To be honest with you, a few short months ago, I didn’t know a Corsi number from Qualcomp number. If you don’t either, relax and don’t worry about it–that’s what the Noob is here for. I’ll do the leg work for you and figure out what these obscure and somewhat esoteric numbers actually do mean. In fact, I’ve discovered that there’s a relatively small circle of men that spend a tremendous amount of time engaging in some form of intellectual masturbation over various obscure hockey statistics–stats which I find to be very interesting.
Just the other day, I came across a blog called, “Behindthenet Blog.” A gentleman by the name of Hawerchuk from San Francisco is the author of this blog. He wrote an interesting post about defensive systems and their impact on shot location. Essentially, the premise behind this post seems to be that various coaching systems have an impact on goal tender save percentages. One particular example that he cites is the “Jacques Lemaire” effect. Jacques Lemaire most recently coached the Minnesota Wild hockey team last season and will be reprising his role as the coach of the New Jersey Devils this upcoming season. In short, he is known for playing the neutral zone trap and being effective at coaching defensive hockey.
What’s interesting is that in this recent post, he’s ranked various coached over the course of time that they coached by how effective their goalies save percentages have been.
What the chart below shows is – for each coach in all years that he coached – the difference between league-wide save percentage and the save percentage each team expected given the shots they allowed.

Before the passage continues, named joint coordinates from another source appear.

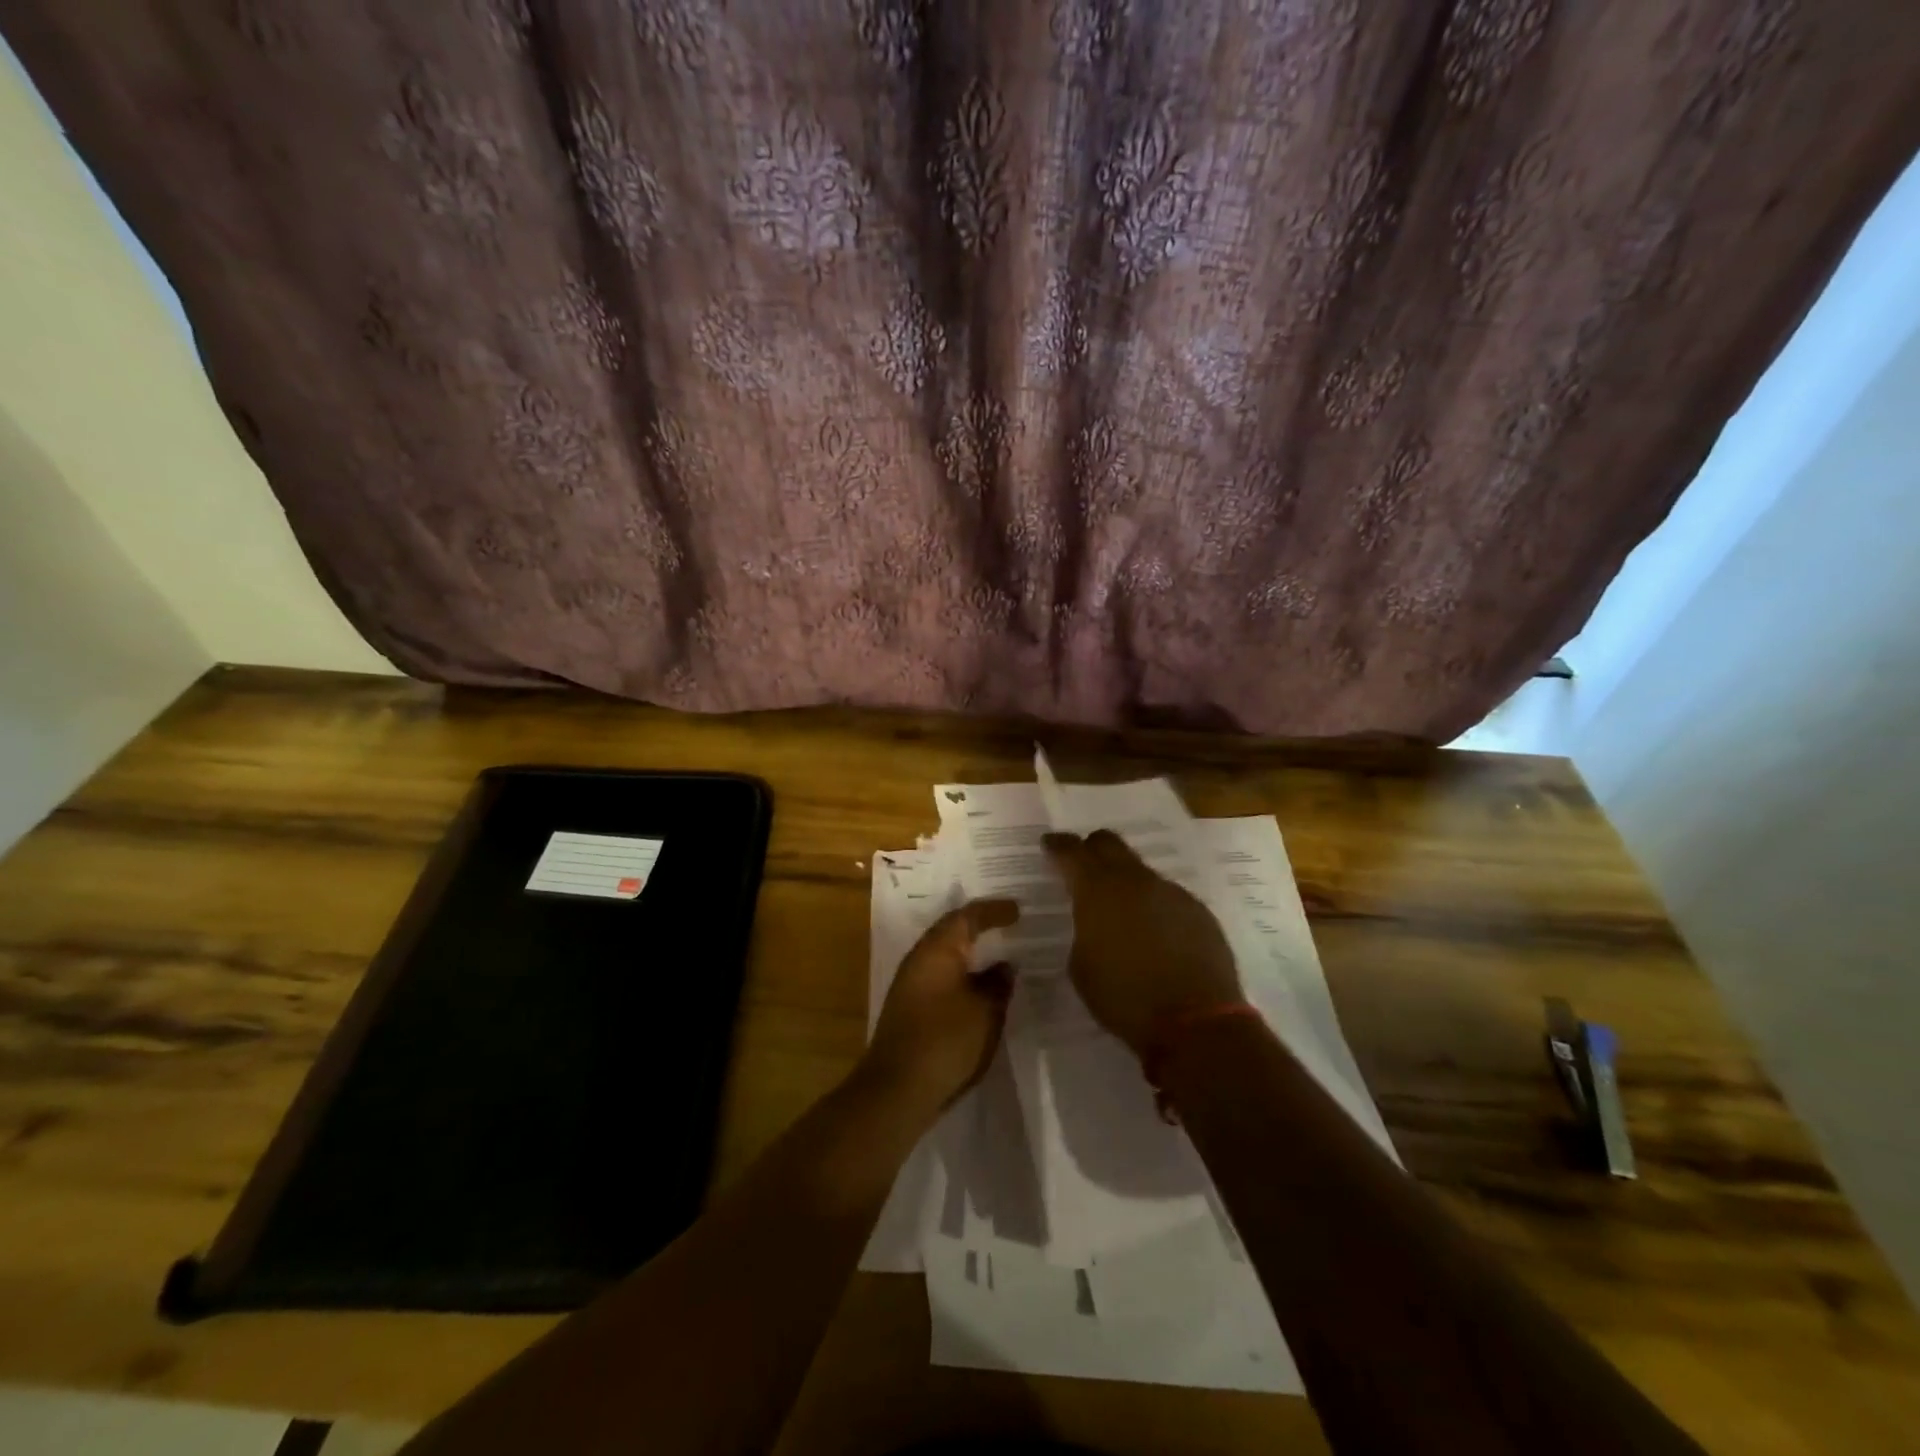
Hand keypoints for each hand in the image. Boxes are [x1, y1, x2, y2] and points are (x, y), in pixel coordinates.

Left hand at [862, 899, 1019, 1113]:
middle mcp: (919, 958)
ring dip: (969, 952)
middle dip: (979, 926)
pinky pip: (940, 975)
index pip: (967, 916)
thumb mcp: (986, 1011)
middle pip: (951, 931)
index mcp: (938, 949)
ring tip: (997, 954)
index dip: (994, 911)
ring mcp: (910, 983)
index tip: (1018, 911)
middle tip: (1008, 925)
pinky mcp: (909, 1007)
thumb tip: (1005, 965)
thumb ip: (998, 983)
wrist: (897, 1089)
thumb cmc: (946, 1040)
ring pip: (944, 954)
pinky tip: (977, 987)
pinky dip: (961, 973)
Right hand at [1042, 830, 1241, 1057]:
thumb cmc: (1124, 998)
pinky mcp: (1198, 911)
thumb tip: (1092, 921)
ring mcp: (1171, 892)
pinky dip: (1154, 906)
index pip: (1072, 852)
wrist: (1195, 1023)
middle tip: (1083, 862)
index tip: (1049, 844)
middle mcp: (1135, 881)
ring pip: (1141, 871)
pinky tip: (1155, 934)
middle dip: (1092, 848)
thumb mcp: (1081, 967)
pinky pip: (1167, 897)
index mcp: (1098, 891)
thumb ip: (1083, 931)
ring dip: (1126, 882)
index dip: (1058, 845)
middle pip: (1110, 844)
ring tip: (1122, 911)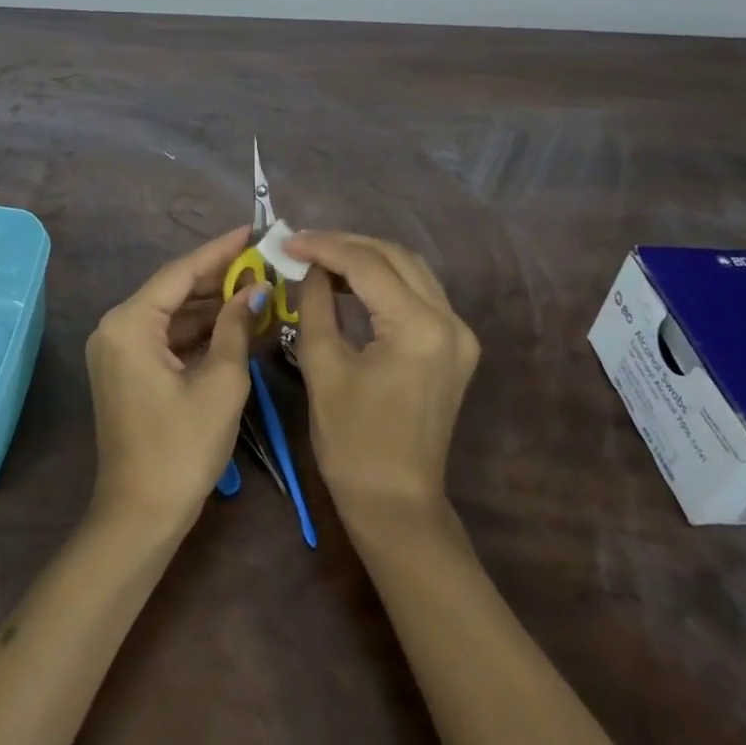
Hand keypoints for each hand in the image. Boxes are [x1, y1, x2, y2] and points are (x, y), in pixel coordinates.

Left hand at [86, 227, 266, 532]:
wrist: (139, 517)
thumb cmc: (181, 448)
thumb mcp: (220, 383)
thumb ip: (236, 327)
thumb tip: (254, 290)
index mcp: (129, 323)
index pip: (181, 272)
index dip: (220, 250)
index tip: (252, 230)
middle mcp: (116, 327)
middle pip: (175, 290)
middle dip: (220, 278)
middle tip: (263, 262)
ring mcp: (118, 350)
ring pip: (173, 314)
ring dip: (212, 306)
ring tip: (258, 289)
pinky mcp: (127, 370)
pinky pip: (167, 338)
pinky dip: (199, 332)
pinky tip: (236, 324)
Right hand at [286, 232, 479, 525]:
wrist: (396, 503)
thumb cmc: (352, 441)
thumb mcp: (322, 366)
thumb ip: (315, 304)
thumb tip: (309, 267)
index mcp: (419, 327)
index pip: (367, 264)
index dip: (323, 246)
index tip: (286, 241)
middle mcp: (449, 321)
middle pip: (395, 256)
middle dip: (345, 245)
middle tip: (302, 245)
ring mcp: (459, 333)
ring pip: (410, 269)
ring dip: (366, 258)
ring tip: (322, 258)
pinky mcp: (455, 345)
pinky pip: (419, 293)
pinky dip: (384, 280)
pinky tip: (351, 281)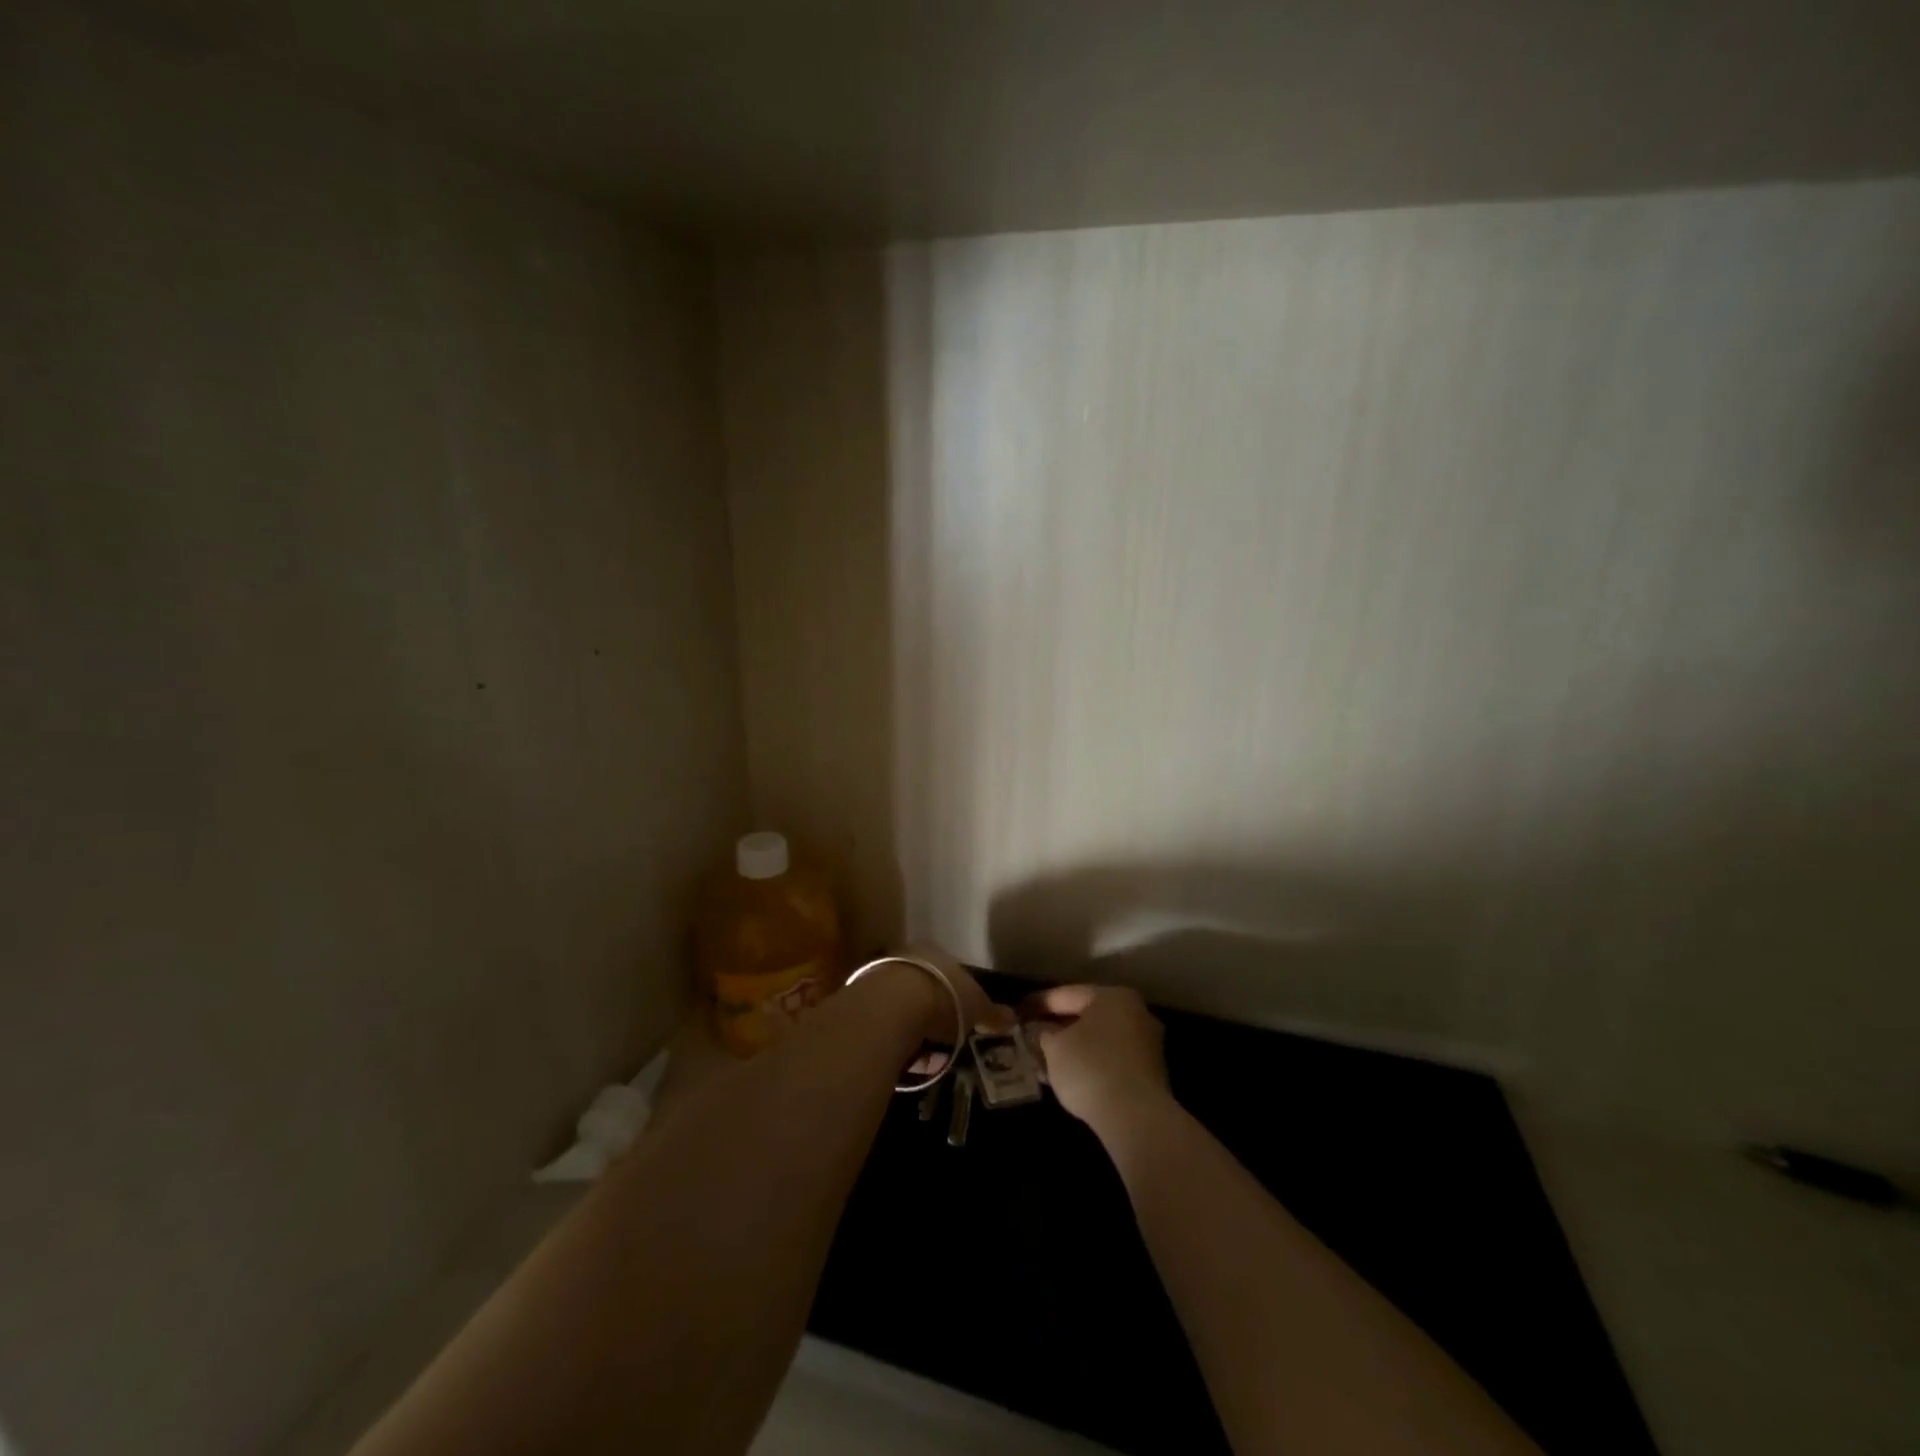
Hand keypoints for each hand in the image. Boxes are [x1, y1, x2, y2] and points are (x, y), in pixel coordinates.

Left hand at [860, 944, 1010, 1074]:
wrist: (893, 1005)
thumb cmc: (945, 996)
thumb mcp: (977, 1007)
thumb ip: (993, 1013)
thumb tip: (1012, 1018)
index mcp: (937, 952)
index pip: (950, 972)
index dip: (959, 997)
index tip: (964, 1019)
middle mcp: (909, 957)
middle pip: (925, 987)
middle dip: (935, 1013)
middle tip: (946, 1039)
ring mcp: (882, 976)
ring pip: (904, 1005)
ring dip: (914, 1027)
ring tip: (926, 1054)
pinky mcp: (863, 1000)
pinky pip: (887, 1022)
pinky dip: (897, 1037)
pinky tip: (905, 1055)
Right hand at [1022, 984, 1170, 1136]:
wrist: (1136, 1118)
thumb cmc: (1090, 1068)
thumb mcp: (1054, 1048)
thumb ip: (1043, 1033)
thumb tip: (1039, 1030)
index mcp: (1112, 996)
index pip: (1067, 994)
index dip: (1039, 1003)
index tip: (1019, 1011)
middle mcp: (1135, 1012)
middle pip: (1086, 1016)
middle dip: (1057, 1027)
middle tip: (1031, 1035)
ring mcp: (1146, 1043)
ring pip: (1099, 1039)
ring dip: (1072, 1048)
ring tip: (1044, 1060)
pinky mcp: (1150, 1073)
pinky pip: (1111, 1059)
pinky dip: (1089, 1064)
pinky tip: (1068, 1077)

To my present understanding, the coaches are ranked by how they exceed or underperformed the league wide save percentage based on the number of shots allowed on goal and their goaltender’s expected save percentage. In short, Jacques Lemaire had a very positive effect on his teams goal tending save percentage which suggests that he coached a system that allowed for a lot of shots on goal, but from lower percentage shot locations. Here’s a link that shows the distribution of shots that his Minnesota faced.
Here’s the ranking:
Coach +EXS% YRS Lemaire 4.3 7 Hitchcock 3.4 5 B. Sutter 2.8 5 Mactavish 2.0 7 Julien 2.0 4 Trotz 1.7 7 Martin 1.3 6 Wilson 1.2 6 Ruff 0.9 7 Quinn 0.8 4 Tippett 0.3 6 Crawford -0.8 6 Tortorella -1.0 6 Maurice -1.0 4 Carlyle -1.3 4 Gretzky -1.5 4 Quenneville-1.7 6 A. Murray -2.3 6 Babcock -2.3 6 Laviolette -3.2 5 Hartley -3.5 4
If my present understanding is, in fact, correct then this could actually be good news for Nikolai Khabibulin, but not so much for JDD. Joel Quenneville is the present coach of the Chicago Blackhawks, a team that Khabibulin played for under Quenneville. Pat Quinn ranked favorably relative to Joel Quenneville on this chart which to me suggests that his coaching system allowed for more shots from lower percentage shot locations than Quenneville’s system. However, Pat Quinn’s system seems to rank lower than our recent system under Craig MacTavish which could mean than Jeff Deslauriers might face more difficult shots with Quinn now at the helm.